До Годяева доходили слухи о чудачествах старшины, но, поскольку все обходилось без серьезных последствий, он смотрел на это сквозь пальцы. Тем более что Пархоменко клялся, будто на него возводят напраслину. Теперь же Годяеву представилась возможность лично побывать на «спектакле».

Не заметив появления командира сотни, Пархоменко приказал подвернувшемуся Месарошу:

— А ну, гусар, оседлай-ка серого. [51]

Венгр как ни в чем не бывало направился к строптивому жеребцу, уверенно положил руку на холку. Чёрта будто подменили. Он даже заржал с каким-то необычным для него добродушием. Пархоменко был ошеломлен.

Когда конюшня опустела, Годяев подозвал старшину, спросил:

— Это что за цирк? Вы и не служивших в кавалерии так «экзаменуете»?

— Так не опасно ж... Черт меня слушается. Как гаркну: «Стоять!» — замирает на месте, — оправдывался Пархоменко.

— Не в опасности дело, а в отношении к людям. Они идут в Красную Армию с открытой душой, а вы встречаете их старыми казарменными шутками...

3

Наша сотня была сотней лишь по наименованию. В действительности же только строевого состава в ней насчитывалось 130 человек. Да медиков, ветеринаров, кузнецов, повозочных набиралось до двух десятков. Коней имели все, и в случае необходимости мы могли выставить до ста пятидесяти сабель.

Преобладали у нас русские и украинцы. Много было узбеков, таджиков, казахов, киргизов. Довольно значительной оказалась группа венгров. Имелись также татары, белорусы, евреи, поляки и даже один араб из Египта, в прошлом артист цирка, фокусник.

Воевали мы дружно. Да и жили по-братски. Особенно сблизились между собой таджик Кахаров, узбек Асадов и венгр Габриш. О Габрише я уже кое-что говорил, а о двух других стоит рассказать подробнее.

Когда таджик впервые появился в красногвардейском отряде, он назвался Поповым-Кахаровым. Многих заинтересовала эта двойная фамилия. И суровый с виду боец охотно удовлетворил любопытство новых товарищей.

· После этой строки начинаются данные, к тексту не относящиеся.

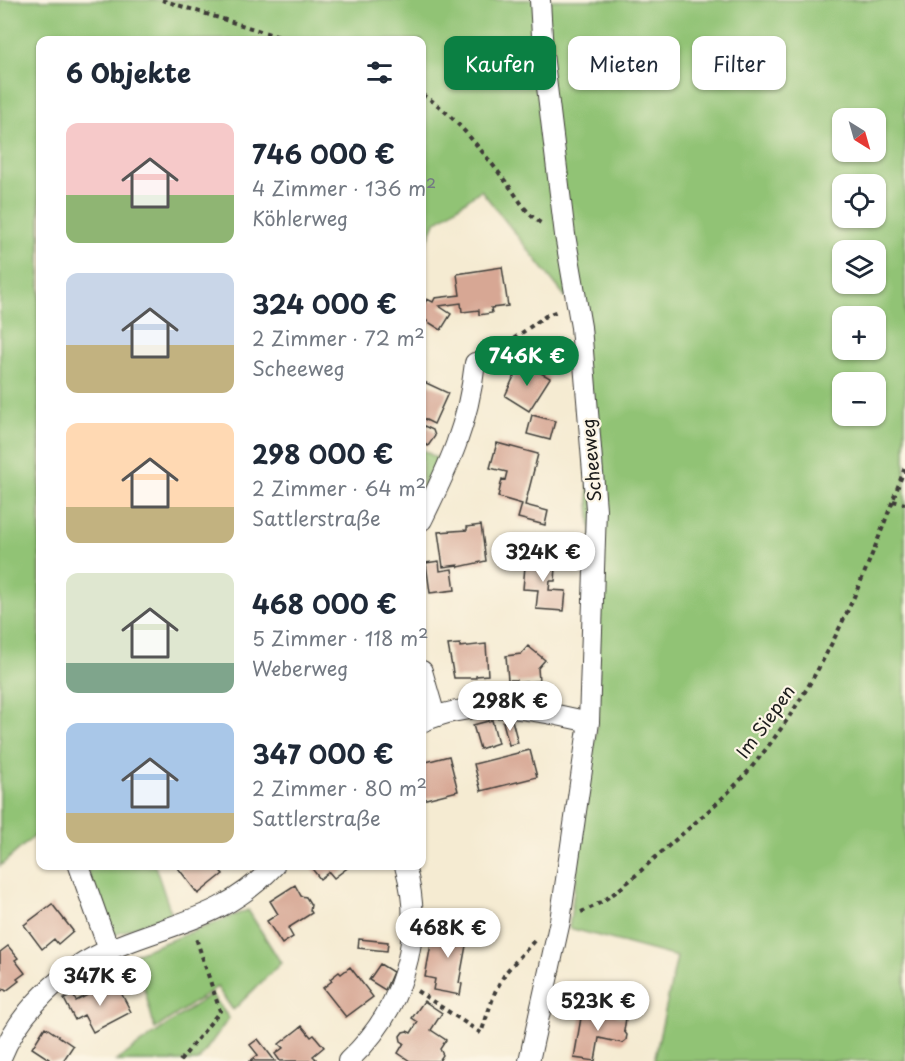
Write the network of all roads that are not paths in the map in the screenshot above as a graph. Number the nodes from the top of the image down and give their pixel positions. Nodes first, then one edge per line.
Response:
1 (540, 0) edge
2 (475, 363) road end
3 (426, 512) edge
4 (426, 703) edge
5 (428, 719) edge
6 (589, 722) junction
7 (80, 870) edge
8 (270, 870) edge
9 (406, 870) edge
10 (109, 950) junction
11 (0, 1060) edge
12 (348, 1061) edge
13 (529, 1061) edge

1 - 6 street, Scheeweg
2 - 3 street
4 - 5 street
5 - 6 street
6 - 13 street, Scheeweg
7 - 10 street
8 - 10 street
9 - 12 street
10 - 11 street

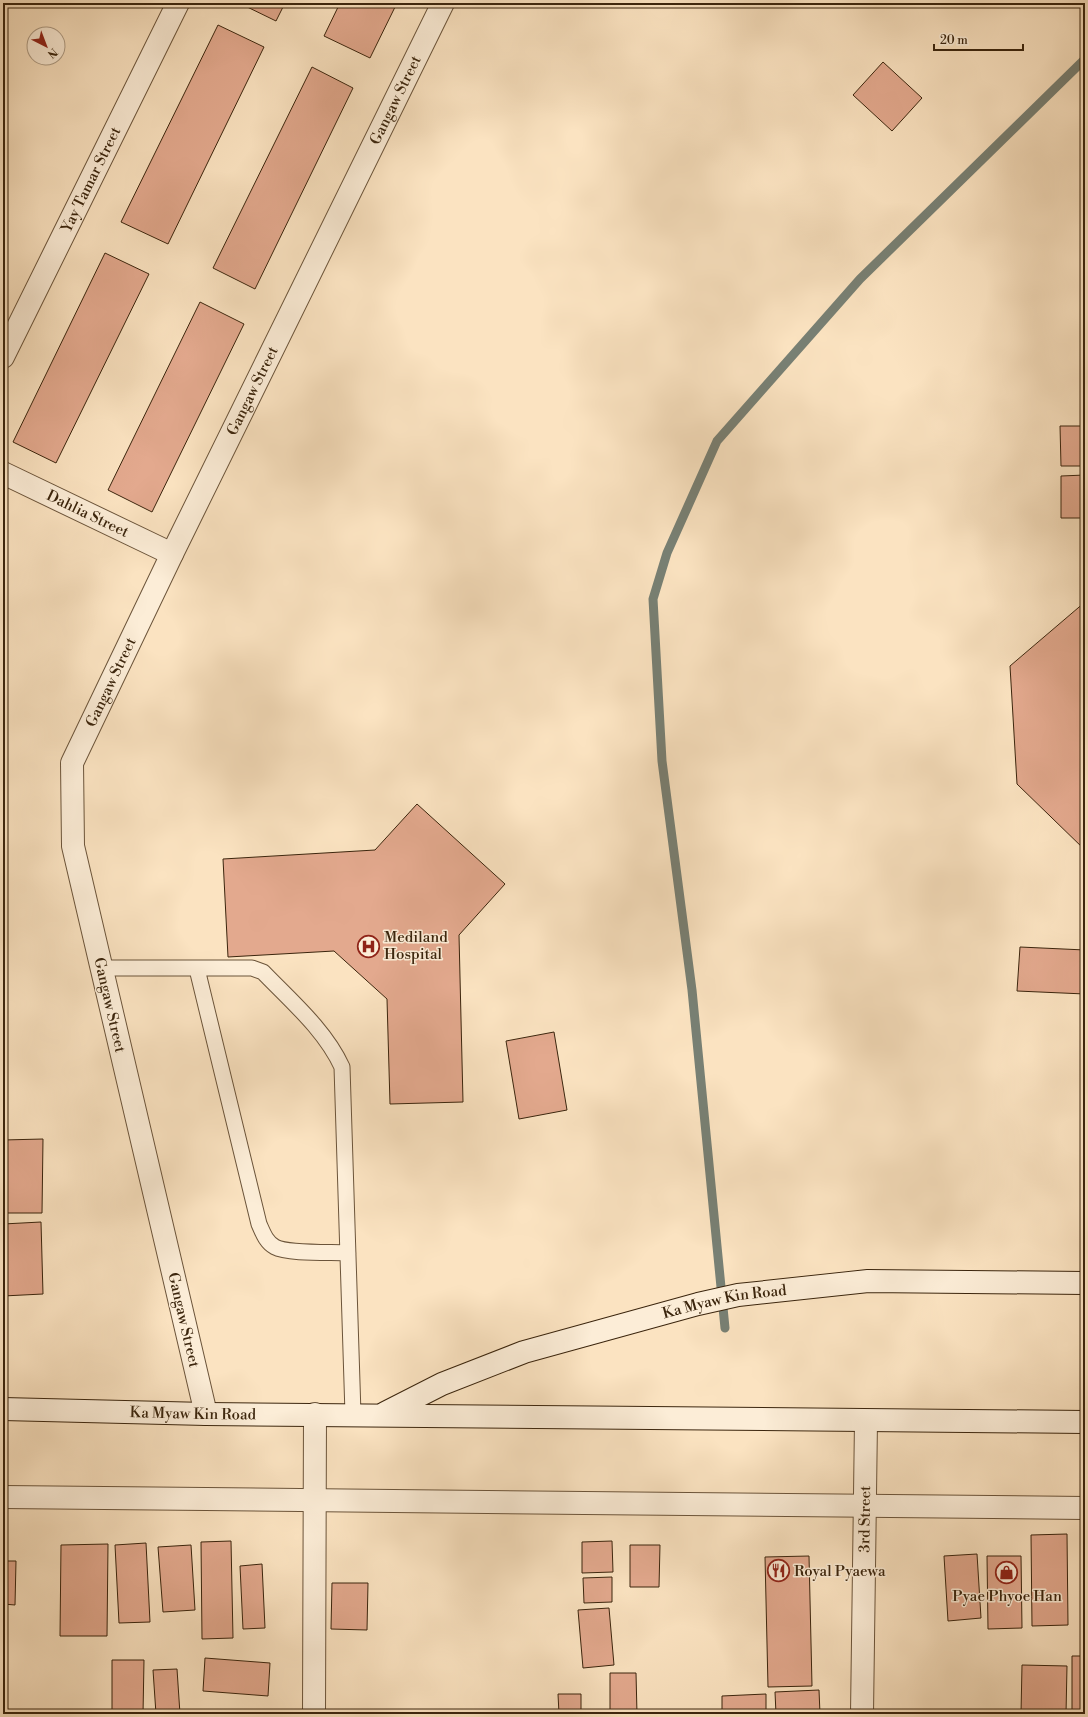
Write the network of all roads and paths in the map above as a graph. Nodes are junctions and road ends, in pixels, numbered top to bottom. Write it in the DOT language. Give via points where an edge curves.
graph roads {
  1 [pos="178,3"];
  2 [pos="443,3"];
  3 [pos="3,356"];
  4 [pos="3,473"];
  5 [pos="172,554"];
  6 [pos="101,968"];
  7 [pos="197,968"];
  8 [pos="348,1253"];
  9 [pos="1085,1282"];
  10 [pos="3,1409"];
  11 [pos="206,1414"];
  12 [pos="315,1414"];
  13 [pos="353,1414"];
  14 [pos="382,1415"];
  15 [pos="866,1421"];
  16 [pos="1085,1422"];
  17 [pos="3,1497"];
  18 [pos="315,1501"];
  19 [pos="865,1506"];
  20 [pos="1085,1508"];
  21 [pos="314,1714"];
  22 [pos="862,1714"];
  1 -- 3 [label="street, Yay Tamar Street"];
  2 -- 5 [label="street, Gangaw Street"];
  4 -- 5 [label="street, Dahlia Street"];
  5 -- 6 [label="street, Gangaw Street" via="72,763 73,846"];
  6 -- 7 [label="lane"];
  6 -- 11 [label="street, Gangaw Street"];
  7 -- 8 [label="lane" via="259,1224 266,1239 276,1247 291,1250"];
  7 -- 8 [label="lane" via="252,968 263,972 335,1051 342,1067"];
  8 -- 13 [label="lane"];
  9 -- 14 [label="street, Ka Myaw Kin Road" via="868,1281 738,1295 524,1352 442,1384"];
  10 -- 11 [label="street, Ka Myaw Kin Road"];
  11 -- 12 [label="street, Ka Myaw Kin Road"];
  12 -- 13 [label="street, Ka Myaw Kin Road"];
  12 -- 18 [label="street"];
  13 -- 14 [label="street, Ka Myaw Kin Road"];
  14 -- 15 [label="street, Ka Myaw Kin Road"];
  15 -- 16 [label="street, Ka Myaw Kin Road"];
  15 -- 19 [label="street, 3rd Street"];
  17 -- 18 [label="street"];
  18 -- 19 [label="street"];
  18 -- 21 [label="street"];
  19 -- 20 [label="street"];
  19 -- 22 [label="street, 3rd Street"];
}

Отец Саида Кахарова, рабочий кожевенного завода, умер в 1905 году. Сирота-подросток нанялся извозчиком. Со временем стал одним из лучших самаркандских лихачей. Его нарядный экипаж брали нарасхват. [52]

Однажды в фаэтон Саида вскочили грабители, обворовавшие самаркандский банк. Заставили ехать в горы. Неподалеку от перевала Тахта-Карача сделали остановку. Здесь их ожидали сообщники с оседланными лошадьми. Выгрузив добычу, главарь шайки сунул извозчику деньги:

— Бери. Подохнут кони — все равно в убытке не будешь. Про нас — молчок.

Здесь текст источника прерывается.